Рация у него в руках подтверждающе крякнула. Ник уставился на нее так, точно крыса внезапно заговорила, но промолчал.
Знаете, это совсем не здорово, когда посреди партии кто-то решает, что он самый большой умник за столом и поэтому может вести свою игру. Но одно дело, когда ты можешь проиграть все деньги и вернуться домой с голой задницей. И совсем другое, если в итоге ты рискуешь вообще не вернуться.
— Я уполномочен сделать вам практически любое предложение, которое вы сочтете выгодным, — добавил Караев. — Но имейте в виду, нам требуется серьезный, лояльный сотрудник, готовый трудиться с полной отдачей. Наши партнеры — ведущие предприятия, работающие в таких сложных областях, как добыча тяжелых металлов, а также исправительные учреждения.
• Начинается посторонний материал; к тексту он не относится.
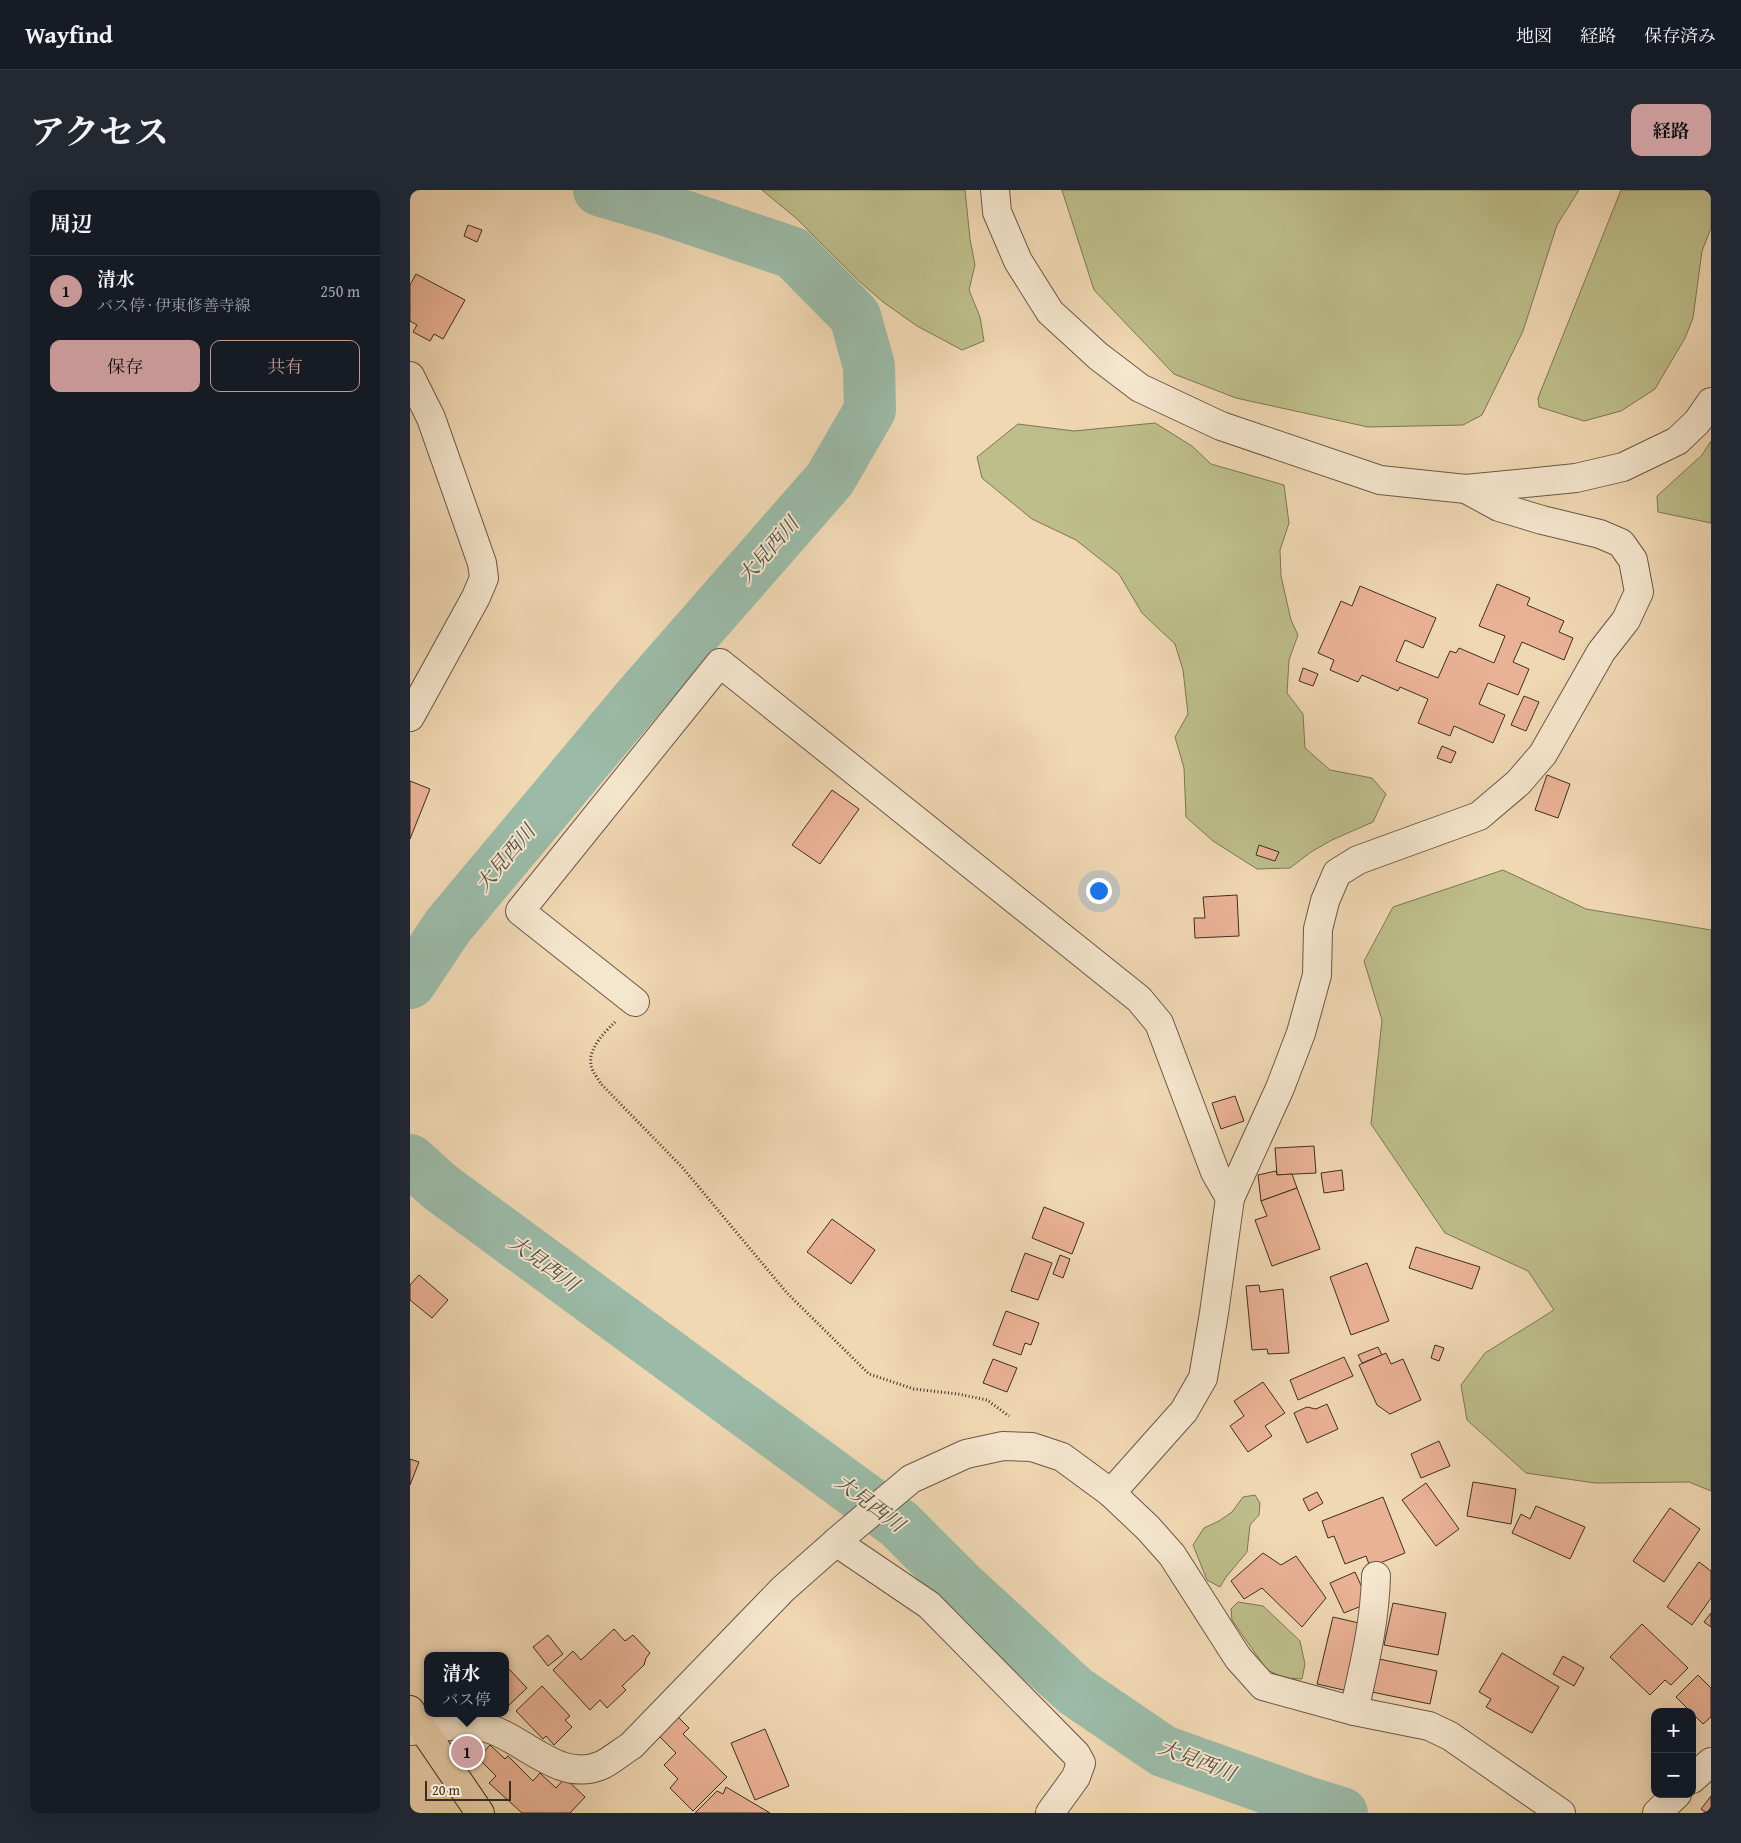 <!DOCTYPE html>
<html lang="ja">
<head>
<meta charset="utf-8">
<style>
  :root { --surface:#171b24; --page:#242831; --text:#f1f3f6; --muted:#9ea1a6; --line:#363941; --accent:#c59692 }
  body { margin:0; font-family:"Gentium Book Plus","Noto Serif JP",serif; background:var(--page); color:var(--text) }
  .controls { position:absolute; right:15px; bottom:15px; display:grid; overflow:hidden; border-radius:10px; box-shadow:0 5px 20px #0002 }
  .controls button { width:45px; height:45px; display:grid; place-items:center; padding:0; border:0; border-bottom:1px solid var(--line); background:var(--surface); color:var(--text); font:25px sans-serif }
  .scale { position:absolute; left:15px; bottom:12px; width:86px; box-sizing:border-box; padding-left:5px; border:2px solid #3e2d24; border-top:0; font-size:14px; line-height:18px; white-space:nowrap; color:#3e2d24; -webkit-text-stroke:4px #f5e6ce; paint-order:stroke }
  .you { position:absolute; left:688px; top:700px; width:18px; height:18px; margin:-12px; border:4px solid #fff; border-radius:50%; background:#1a73e8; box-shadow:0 0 0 8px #1a73e833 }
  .badge { display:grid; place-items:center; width:32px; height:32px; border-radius:50%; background:var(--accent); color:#111; font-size:16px; font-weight:700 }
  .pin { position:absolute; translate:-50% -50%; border:2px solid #fff; box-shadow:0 1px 5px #0006 }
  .popup { position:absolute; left:14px; top:1462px; width:85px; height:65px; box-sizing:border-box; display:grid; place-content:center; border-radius:10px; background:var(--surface); filter:drop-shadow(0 1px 4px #0005); font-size:16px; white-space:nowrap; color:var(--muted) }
  .popup b { font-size:19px; color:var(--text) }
  .popup::after { content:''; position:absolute; left:50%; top:100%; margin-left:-10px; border:10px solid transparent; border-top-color:var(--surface) }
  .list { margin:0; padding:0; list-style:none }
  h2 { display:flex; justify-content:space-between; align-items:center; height:65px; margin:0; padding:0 20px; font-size:21px }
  h2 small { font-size:16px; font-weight:400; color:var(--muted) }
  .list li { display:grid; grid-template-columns:32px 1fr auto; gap:15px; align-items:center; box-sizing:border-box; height:70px; padding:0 20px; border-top:1px solid var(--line) }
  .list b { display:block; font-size:19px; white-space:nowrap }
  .list p { margin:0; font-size:16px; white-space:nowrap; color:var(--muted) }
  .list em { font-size:16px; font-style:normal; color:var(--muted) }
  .actions { display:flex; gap:10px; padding:15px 20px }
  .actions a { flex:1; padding:11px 0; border:1px solid var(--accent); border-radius:10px; text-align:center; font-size:18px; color:var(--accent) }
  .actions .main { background:var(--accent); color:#111 }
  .map { position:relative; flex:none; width:1301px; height:1623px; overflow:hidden; border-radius:10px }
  header { display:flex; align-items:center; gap:30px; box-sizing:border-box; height:70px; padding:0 25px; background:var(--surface); border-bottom:1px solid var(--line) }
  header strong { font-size:24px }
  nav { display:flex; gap:28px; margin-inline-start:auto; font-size:18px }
  .intro { display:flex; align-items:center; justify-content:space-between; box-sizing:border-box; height:120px; padding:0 30px }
  h1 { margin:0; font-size:35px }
  .button { padding:12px 22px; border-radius:10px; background:var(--accent); color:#111; font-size:18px; font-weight:700 }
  main { display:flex; gap:30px; padding:0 30px }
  aside { flex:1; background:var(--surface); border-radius:10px; box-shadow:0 5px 20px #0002 }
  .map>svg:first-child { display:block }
  .green { fill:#bdbe8a; stroke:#7e7657 }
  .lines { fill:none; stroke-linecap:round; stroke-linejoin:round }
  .river { stroke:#9bbba8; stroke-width:52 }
  .building { fill:#eab295; stroke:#3e2d24 }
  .minor-casing { stroke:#6a5848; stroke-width:30 }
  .major-casing { stroke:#3e2d24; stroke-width:30 }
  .path { stroke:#3e2d24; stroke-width:3; stroke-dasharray:1 2.5; stroke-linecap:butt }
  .minor { stroke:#f5e6ce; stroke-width:28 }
  .major { stroke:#f0d8b3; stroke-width:28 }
  .labels { text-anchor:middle; stroke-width:4; stroke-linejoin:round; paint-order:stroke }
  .water-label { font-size:20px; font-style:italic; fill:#555045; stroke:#f5e6ce }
</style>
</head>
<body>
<header>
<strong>Wayfind</strong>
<nav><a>地図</a><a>経路</a><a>保存済み</a></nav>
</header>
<div class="intro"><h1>アクセス</h1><a class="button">経路</a></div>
<main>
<aside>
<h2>周辺<small></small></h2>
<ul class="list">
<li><span class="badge">1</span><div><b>清水</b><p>バス停 · 伊東修善寺線</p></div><em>250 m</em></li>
</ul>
<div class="actions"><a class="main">保存</a><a>共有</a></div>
</aside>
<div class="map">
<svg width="1301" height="1623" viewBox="0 0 1301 1623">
  <rect width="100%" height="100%" fill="#f0d8b3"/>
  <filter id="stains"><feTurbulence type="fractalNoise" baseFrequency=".004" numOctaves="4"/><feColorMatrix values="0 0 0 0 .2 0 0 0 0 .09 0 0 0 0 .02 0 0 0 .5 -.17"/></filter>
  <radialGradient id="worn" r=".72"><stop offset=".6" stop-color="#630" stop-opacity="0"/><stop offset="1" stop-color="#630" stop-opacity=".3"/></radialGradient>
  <g class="green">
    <polygon points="352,0 555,0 560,49 565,75 559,100 570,127 574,151 552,160 507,136 473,112 449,91 387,29"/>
    <polygon points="652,0 1169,0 1147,35 1113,141 1072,225 1053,235 958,237 826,208 764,184 684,100"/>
    <polygon points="1211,0 1301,0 1301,38 1292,61 1283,128 1275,148 1245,199 1211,221 1174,231 1129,217 1128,208"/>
    <polygon points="745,233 782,256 801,274 874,295 879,333 870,360 871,386 881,430 888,445 879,470 877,503 893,524 895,558 920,580 962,588 976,604 963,632 922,650 901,662 880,678 847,679 803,651 776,627 774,578 765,547 778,524 773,480 765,454 732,423 709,384 666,350 622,329 589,302 572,288 567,267 608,234 664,241"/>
    <polygon points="1301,251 1301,333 1248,322 1247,306 1292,265"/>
    <polygon points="1093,680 1176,719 1301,740 1301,1301 1279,1292 1185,1293 1116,1283 1057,1230 1051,1195 1075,1163 1144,1120 1118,1081 1035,1043 961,934 972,830 954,771 983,717"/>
    <polygon points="845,1305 850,1313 849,1325 840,1335 837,1362 816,1387 810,1397 797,1390 783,1355 794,1338 809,1331 822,1322 833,1307"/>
    <polygon points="828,1412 853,1416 890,1451 895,1474 892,1489 875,1488 857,1480 822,1430 821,1419"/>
  </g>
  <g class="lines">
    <g class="river">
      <polyline points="0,793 38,736 231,505 420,289 460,220 459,176 445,126 383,63 256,20 189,0"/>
      <polyline points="0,970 30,997 489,1334 550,1395 665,1501 753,1561 896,1612 932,1623"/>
    </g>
  </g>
  <g class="building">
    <polygon points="58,35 72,40 67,52 54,46"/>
    <polygon points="6,84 55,110 33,149 24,144 20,151 3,142 7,135 0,131 0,95"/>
    <polygon points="1087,394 1120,408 1117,415 1154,431 1149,442 1163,448 1154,470 1112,452 1103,472 1119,479 1108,505 1078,493 1069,514 1095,525 1083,553 1044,536 1040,546 1008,533 1018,509 990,497 988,501 952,485 948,492 920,480 924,470 908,463 931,411 942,416 950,396 1026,428 1013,458 995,450 986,471 1028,488 1040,461 1046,463 1049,458 1084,473 1095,446 1069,436"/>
    <polygon points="893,478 908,484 903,496 889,491"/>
    <polygon points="1114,506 1129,512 1116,541 1101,535"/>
    <polygon points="1032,556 1046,562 1041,573 1027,568"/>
    <polygon points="1137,585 1160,594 1148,628 1125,620"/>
    <polygon points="0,591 20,599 0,649"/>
    <polygon points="422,600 449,619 410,674 382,655"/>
    <polygon points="849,655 869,662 865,671 846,665"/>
    <polygon points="827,705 829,746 785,748 784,728 795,728 793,707"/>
    <polygon points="825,906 834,931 811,939 802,913"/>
    <polygon points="904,956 906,983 867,985 865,958"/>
    <polygon points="932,980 934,1000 914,1003 911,983"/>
    <polygon points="866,981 867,985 882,984 887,998 851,1011 848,985"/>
    <polygon points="887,998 910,1059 862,1076 845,1030 857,1026 851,1011"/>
    <polygon points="634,1017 674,1033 662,1064 622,1048"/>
    <polygon points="422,1029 465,1060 441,1094 397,1062"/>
    <polygon points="1006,1057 1070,1077 1062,1099 999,1078"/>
    <polygon points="615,1063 642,1073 628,1110 601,1101"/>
    <polygon points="650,1065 660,1069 653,1088 643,1084"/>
    <polygon points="957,1073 979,1131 941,1145 920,1087"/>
    <polygon points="9,1085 38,1110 22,1128 0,1110 0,1095"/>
    <polygon points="849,1095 850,1102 873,1099 879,1163 858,1164 857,1159 842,1160 836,1096"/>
    <polygon points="596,1121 629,1133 621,1155 615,1153 611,1165 583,1155"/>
    <polygon points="1025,1155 1034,1158 1029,1171 1021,1168"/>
    <polygon points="968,1157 972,1165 952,1173 948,1165"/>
    <polygon points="976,1163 981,1174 993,1169 1011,1210 980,1224 967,1215 949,1175"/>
    <polygon points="934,1167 943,1186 888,1210 880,1190"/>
    <polygon points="583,1169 607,1178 597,1202 573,1193"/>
    <polygon points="853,1192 875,1223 855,1236 862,1246 838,1262 820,1236 834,1226 824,1211"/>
    <polygon points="917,1214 928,1239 897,1253 884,1223 897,1217 906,1219"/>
    <polygon points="1029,1251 1040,1276 1011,1288 1001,1264"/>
    <polygon points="0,1269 9,1272 0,1295"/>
    <polygon points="1063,1292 1106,1299 1101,1334 1057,1326"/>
    <polygon points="1016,1293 1049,1339 1026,1356 992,1310"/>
    <polygon points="907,1302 913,1313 899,1321 893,1309"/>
    <polygon points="973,1307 995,1363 960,1377 956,1366 935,1374 924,1346 918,1348 912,1331"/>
    <polygon points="1126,1316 1175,1337 1160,1369 1102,1343 1111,1324 1120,1329"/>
    <polygon points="1260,1318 1290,1339 1254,1392 1223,1371"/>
    <polygon points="853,1363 871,1375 886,1366 916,1408 892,1437 852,1398 834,1409 821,1391"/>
    <polygon points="1289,1372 1301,1381 1301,1408 1282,1435 1257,1417"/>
    <polygon points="945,1382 959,1413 934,1423 920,1393"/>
    <polygon points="983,1413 1036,1423 1028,1465 974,1455"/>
    <polygon points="1301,1423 1301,1437 1294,1432"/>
    <polygon points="923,1427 953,1434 938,1501 907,1494"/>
    <polygon points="1232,1434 1278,1478 1261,1495 1255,1490 1240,1505 1200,1467"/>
    <polygon points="204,1439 215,1451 223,1445 240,1463 236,1468 234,1475 212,1496 216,1500 197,1518 190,1510 180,1520 143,1480 163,1461 171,1470"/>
    <polygon points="138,1445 153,1464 138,1476 123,1457"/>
    <polygon points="1092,1463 1149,1497 1122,1543 1076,1517 1081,1509 1069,1502"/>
    <polygon points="1153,1466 1174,1478 1164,1496 1143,1484"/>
    <polygon points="969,1469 1027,1481 1020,1514 962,1502"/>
    <polygon points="96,1476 117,1498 96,1518"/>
    <polygon points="1288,1485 1301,1498 1301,1527 1293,1534 1266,1507"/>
    <polygon points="132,1496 160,1526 155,1530 162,1537 144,1555 136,1546 133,1549 106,1521"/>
    <polygon points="268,1527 279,1538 273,1544 317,1587 283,1621 260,1598 268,1589 254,1575 266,1563 249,1546"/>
    <polygon points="355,1539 379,1596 345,1610 321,1553"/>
    <polygon points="80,1555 95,1569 98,1566 123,1591 130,1583 146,1598 155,1588 175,1607 160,1623 112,1623 79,1593 86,1586 68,1568"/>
    <polygon points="316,1597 360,1623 285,1623 307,1601 313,1604"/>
    <polygon points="1301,1606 1301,1623 1297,1623 1291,1619"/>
  </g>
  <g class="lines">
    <g class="minor-casing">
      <g id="minor">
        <polyline points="585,0 587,22 608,71 640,122 688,166 730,198 811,236 970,290 1056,299 1166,288 1213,277 1267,251 1287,232 1301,212"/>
        <polyline points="0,186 21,228 72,373 74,388 66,407 0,527"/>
        <polyline points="225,812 110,721 310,473 729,809 749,833 805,982 820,1008"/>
        <polyline points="701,1303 774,1221 793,1188 804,1123 820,1008 870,898 891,843 907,785 908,739 915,711 927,683 948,670 1069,626 1108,593 1133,564 1191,462 1216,430 1229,402 1223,370 1211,353 1190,344 1132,330 1089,317 1056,299"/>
        <polyline points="426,1352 519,1415 666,1564 671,1573 666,1587 640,1623"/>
        <path d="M 944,1521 C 954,1476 965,1432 966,1386"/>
        <path d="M 0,1541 C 27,1538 58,1531 83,1540 C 118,1553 152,1593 192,1575 C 202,1570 211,1562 221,1556 L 373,1399 L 433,1346 L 501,1289 L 556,1264 L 593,1256 L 622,1257 L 652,1267 L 701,1303 L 738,1338 L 762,1365 L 828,1468 L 853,1496 L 944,1521 L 1019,1536 L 1040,1546 L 1151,1623"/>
        <polyline points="1282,1589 1301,1572"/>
        <polyline points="1247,1623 1267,1604"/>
      </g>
    </g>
    <g class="major-casing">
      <polyline id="major" points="0,1520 70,1623"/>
    </g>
    <path class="path" d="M 205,832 C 193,844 174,862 183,881 C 185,885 189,890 191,894 L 272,977 L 377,1103 L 459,1184 L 504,1199 L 548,1204 L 577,1210 L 599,1226"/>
    <use href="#minor" class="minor"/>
    <use href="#major" class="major"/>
  </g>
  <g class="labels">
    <g class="water-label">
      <text transform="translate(358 360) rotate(-49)" y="7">大見西川</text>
      <text transform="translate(95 668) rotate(-50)" y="7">大見西川</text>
      <text transform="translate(134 1073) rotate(36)" y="7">大見西川</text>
      <text transform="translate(460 1313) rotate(37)" y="7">大見西川</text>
      <text transform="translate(787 1570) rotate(21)" y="7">大見西川</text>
    </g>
  </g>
  <rect width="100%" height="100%" filter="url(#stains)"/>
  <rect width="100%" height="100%" fill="url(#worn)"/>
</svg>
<div class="controls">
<button>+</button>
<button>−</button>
</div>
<div class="scale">20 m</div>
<div class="you"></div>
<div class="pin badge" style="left:57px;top:1562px">1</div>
<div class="popup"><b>清水</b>バス停</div>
</div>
</main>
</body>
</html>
Таким языком пишут текст на официальные сайты. Я был уверен, что живые люди так не разговаривают, но он именно так и шпарил. «Лояльный сотрудник», «ведущие предприятия»… Стоп!
Как он сказал?
Что-то щелкнуло у меня в голове.
Дурак.
Я дурацкий, кретинский идиот, который только теперь понял, почему майор с таким деланым безразличием интересовался, не тот ли я парень, который умеет оживлять трупы и отдавать им приказы. Есть кое-что, что объединяет тюрьмы и компании, добывающие тяжелые металлы.
Это люди.
Я уже говорил, что использовать труд мертвых на самом деле выгодно? Наверняка говорил. Так вот, в случае работы на урановых рудниках вы можете помножить эту выгоду на десять. Уран, все его соединения и большая часть сопутствующих ему руд токсичны, но в случае с мертвецами это не имеет особого значения. Особенно если не очень важно, как они будут выглядеть, пока способны делать свою работу. И, кроме того, уран радиоактивен.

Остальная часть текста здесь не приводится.